_Task details_
Exactly as written, return all the data, leaving its pictures behind.

Items from a data source
Content starts

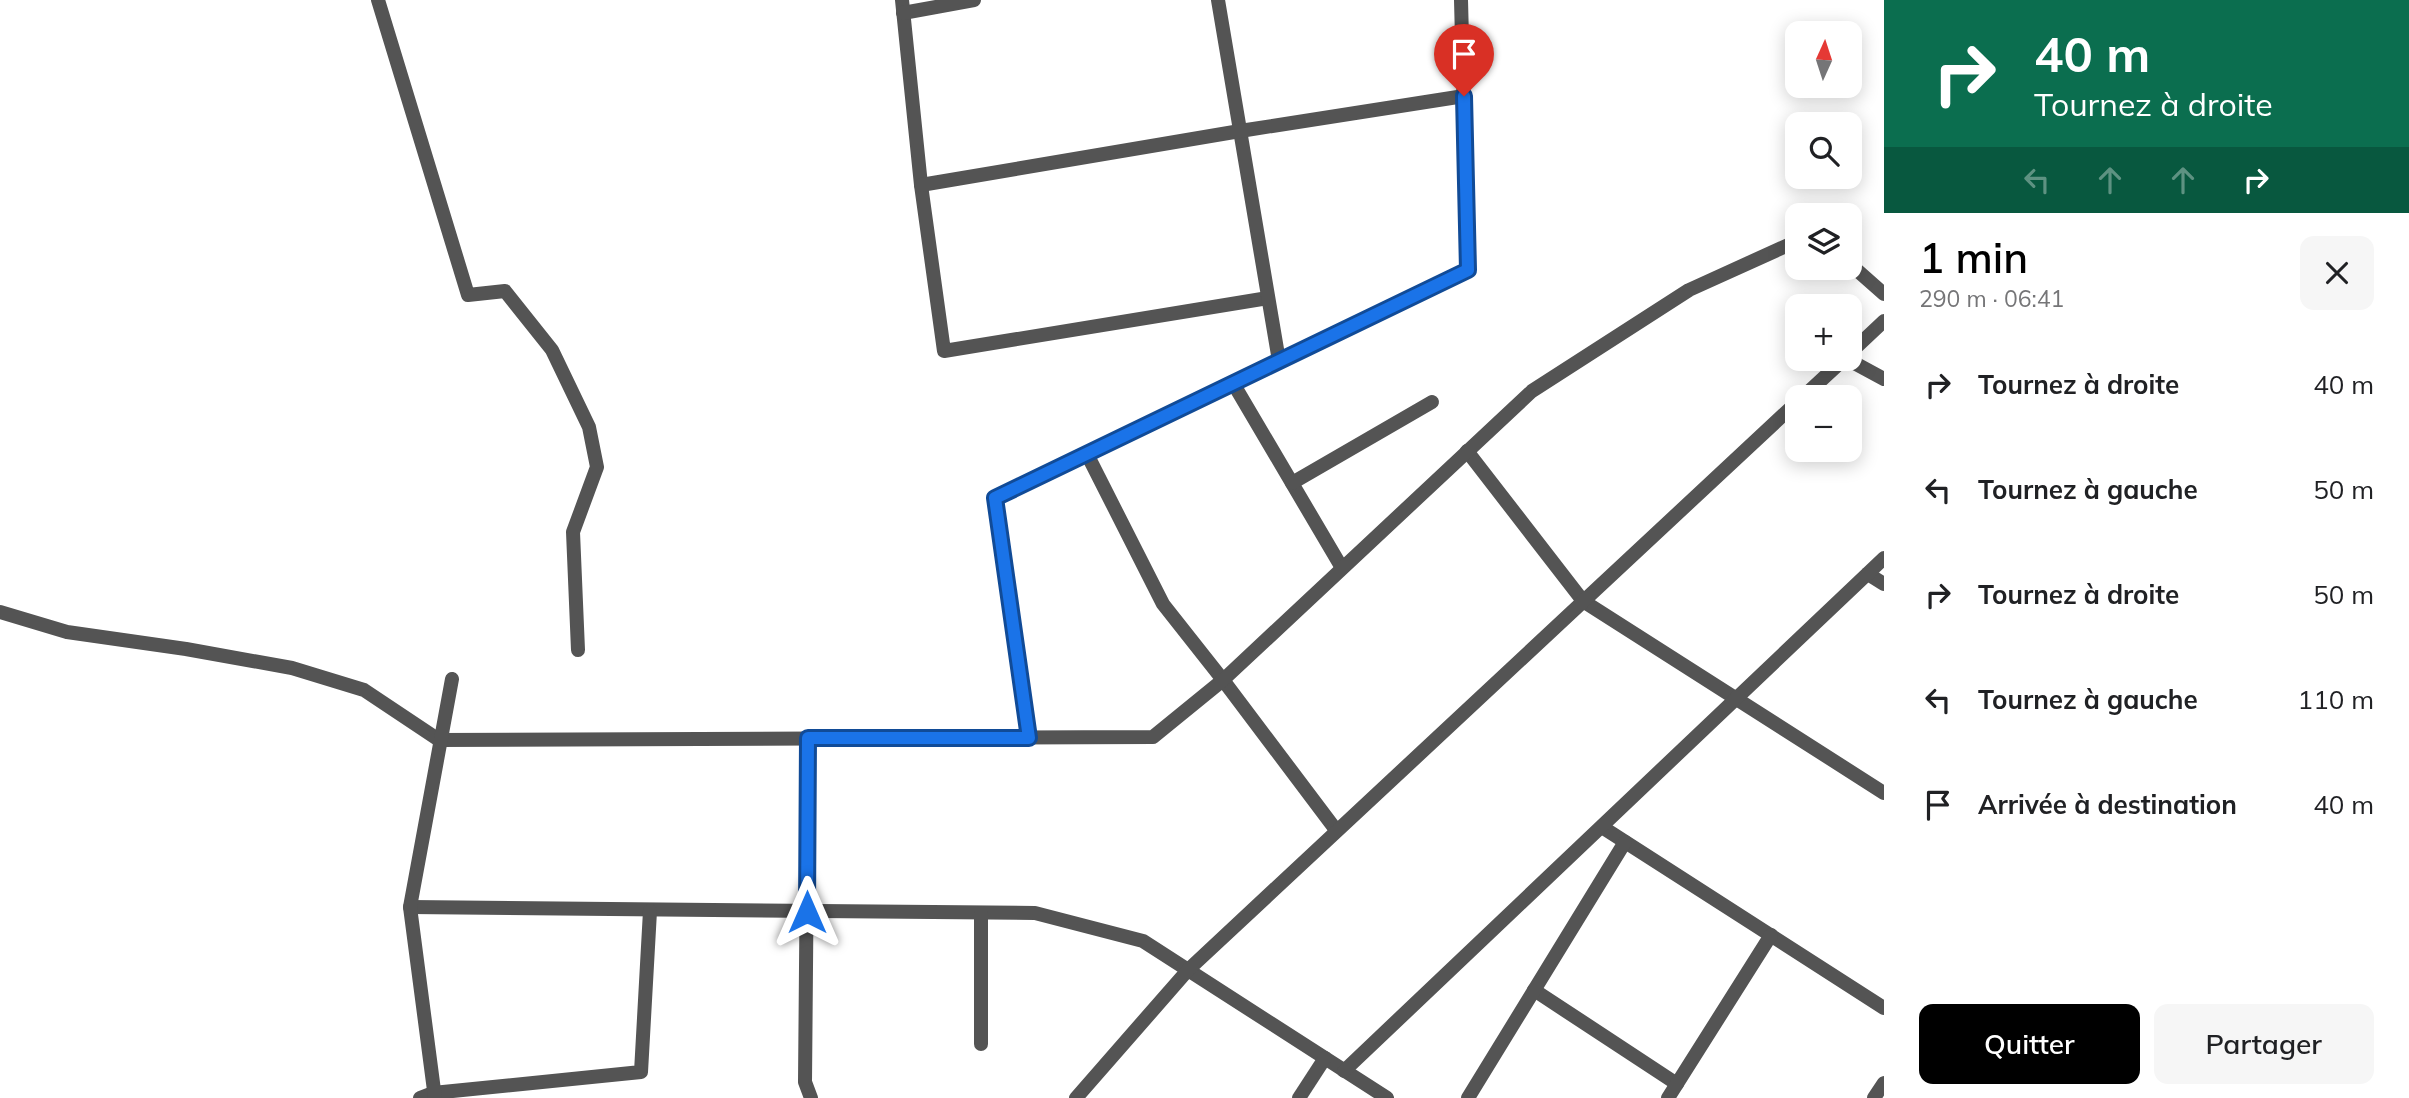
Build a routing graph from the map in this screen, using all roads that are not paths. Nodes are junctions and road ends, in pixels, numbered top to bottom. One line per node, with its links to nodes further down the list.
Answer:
1 (378, 0): 32 (street)
2 (974, 0): 5 (street)
3 (1218, 0): 7 (street)
4 (1461, 0): 6 (street)
5 (903, 6): 8 (street)
6 (1464, 96): 7 (street); 15 (street)
7 (1240, 131): 8 (street); 12 (street)
8 (921, 185): 12 (street)
9 (1785, 246): 23 (street)
10 (1862, 275): 11 (street)
11 (1884, 294)
12 (1268, 298): 15 (street)
13 (1884, 321): 14 (street)
14 (1862, 342)
15 (1279, 361): 19 (street)
16 (1862, 367): 18 (street)
17 (1832, 371): 20 (street)
18 (1884, 379)
19 (1233, 383): 24 (street); 25 (street)
20 (1816, 385)
21 (1432, 402): 25 (street)
22 (1785, 413): 30 (street)
23 (1467, 451): 27 (street); 30 (street)
24 (1087, 454): 34 (street); 37 (street)
25 (1292, 483): 27 (street)
26 (1884, 558): 28 (street)
27 (1342, 568): 34 (street)
28 (1868, 575): 29 (street); 35 (street)
29 (1884, 584)
30 (1583, 601): 35 (street); 41 (street)
31 (0, 612): 38 (street)
32 (578, 650)
33 (452, 679): 38 (street)
34 (1223, 680): 37 (street); 41 (street)
35 (1738, 699): 39 (street); 40 (street)
36 (808, 738): 37 (street); 38 (street); 45 (street)
37 (1029, 738)
38 (439, 740): 43 (street)
39 (1884, 793)
40 (1602, 827): 42 (street); 53 (street)
41 (1336, 830): 48 (street)
42 (1625, 842): 47 (street); 49 (street)
43 (410, 907): 44 (street); 56 (street)
44 (650, 911): 45 (street); 56 (street)
45 (807, 912): 46 (street); 57 (street)
46 (981, 913): 48 (street); 51 (street)
47 (1771, 935): 50 (street); 55 (street)
48 (1188, 970): 52 (street); 58 (street)
49 (1534, 990): 55 (street); 61 (street)
50 (1884, 1008)
51 (981, 1044)
52 (1325, 1058): 53 (street); 59 (street)
53 (1344, 1071): 60 (street)
54 (1884, 1083): 63 (street)
55 (1677, 1084): 62 (street)
56 (429, 1096)
57 (811, 1098)
58 (1076, 1098)
59 (1299, 1098)
60 (1387, 1098)
61 (1468, 1098)
62 (1668, 1098)
63 (1874, 1098)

Content ends

_Solution to this task_
Build a routing graph from the map in this screen, using all roads that are not paths. Nodes are junctions and road ends, in pixels, numbered top to bottom. One line per node, with its links to nodes further down the list.
Answer:
1 (378, 0): 32 (street)
2 (974, 0): 5 (street)
3 (1218, 0): 7 (street)
4 (1461, 0): 6 (street)
5 (903, 6): 8 (street)
6 (1464, 96): 7 (street); 15 (street)
7 (1240, 131): 8 (street); 12 (street)
8 (921, 185): 12 (street)
9 (1785, 246): 23 (street)
10 (1862, 275): 11 (street)
11 (1884, 294)
12 (1268, 298): 15 (street)
13 (1884, 321): 14 (street)
14 (1862, 342)
15 (1279, 361): 19 (street)
16 (1862, 367): 18 (street)
17 (1832, 371): 20 (street)
18 (1884, 379)
19 (1233, 383): 24 (street); 25 (street)
20 (1816, 385)
21 (1432, 402): 25 (street)
22 (1785, 413): 30 (street)
23 (1467, 451): 27 (street); 30 (street)
24 (1087, 454): 34 (street); 37 (street)
25 (1292, 483): 27 (street)
26 (1884, 558): 28 (street)
27 (1342, 568): 34 (street)
28 (1868, 575): 29 (street); 35 (street)
29 (1884, 584)
30 (1583, 601): 35 (street); 41 (street)
31 (0, 612): 38 (street)
32 (578, 650)
33 (452, 679): 38 (street)
34 (1223, 680): 37 (street); 41 (street)
35 (1738, 699): 39 (street); 40 (street)
36 (808, 738): 37 (street); 38 (street); 45 (street)
37 (1029, 738)
38 (439, 740): 43 (street)
39 (1884, 793)
40 (1602, 827): 42 (street); 53 (street)
41 (1336, 830): 48 (street)
42 (1625, 842): 47 (street); 49 (street)
43 (410, 907): 44 (street); 56 (street)
44 (650, 911): 45 (street); 56 (street)
45 (807, 912): 46 (street); 57 (street)
46 (981, 913): 48 (street); 51 (street)
47 (1771, 935): 50 (street); 55 (street)
48 (1188, 970): 52 (street); 58 (street)
49 (1534, 990): 55 (street); 61 (street)
50 (1884, 1008)
51 (981, 1044)
52 (1325, 1058): 53 (street); 59 (street)
53 (1344, 1071): 60 (street)
54 (1884, 1083): 63 (street)
55 (1677, 1084): 62 (street)
56 (429, 1096)
57 (811, 1098)
58 (1076, 1098)
59 (1299, 1098)
60 (1387, 1098)
61 (1468, 1098)
62 (1668, 1098)
63 (1874, 1098)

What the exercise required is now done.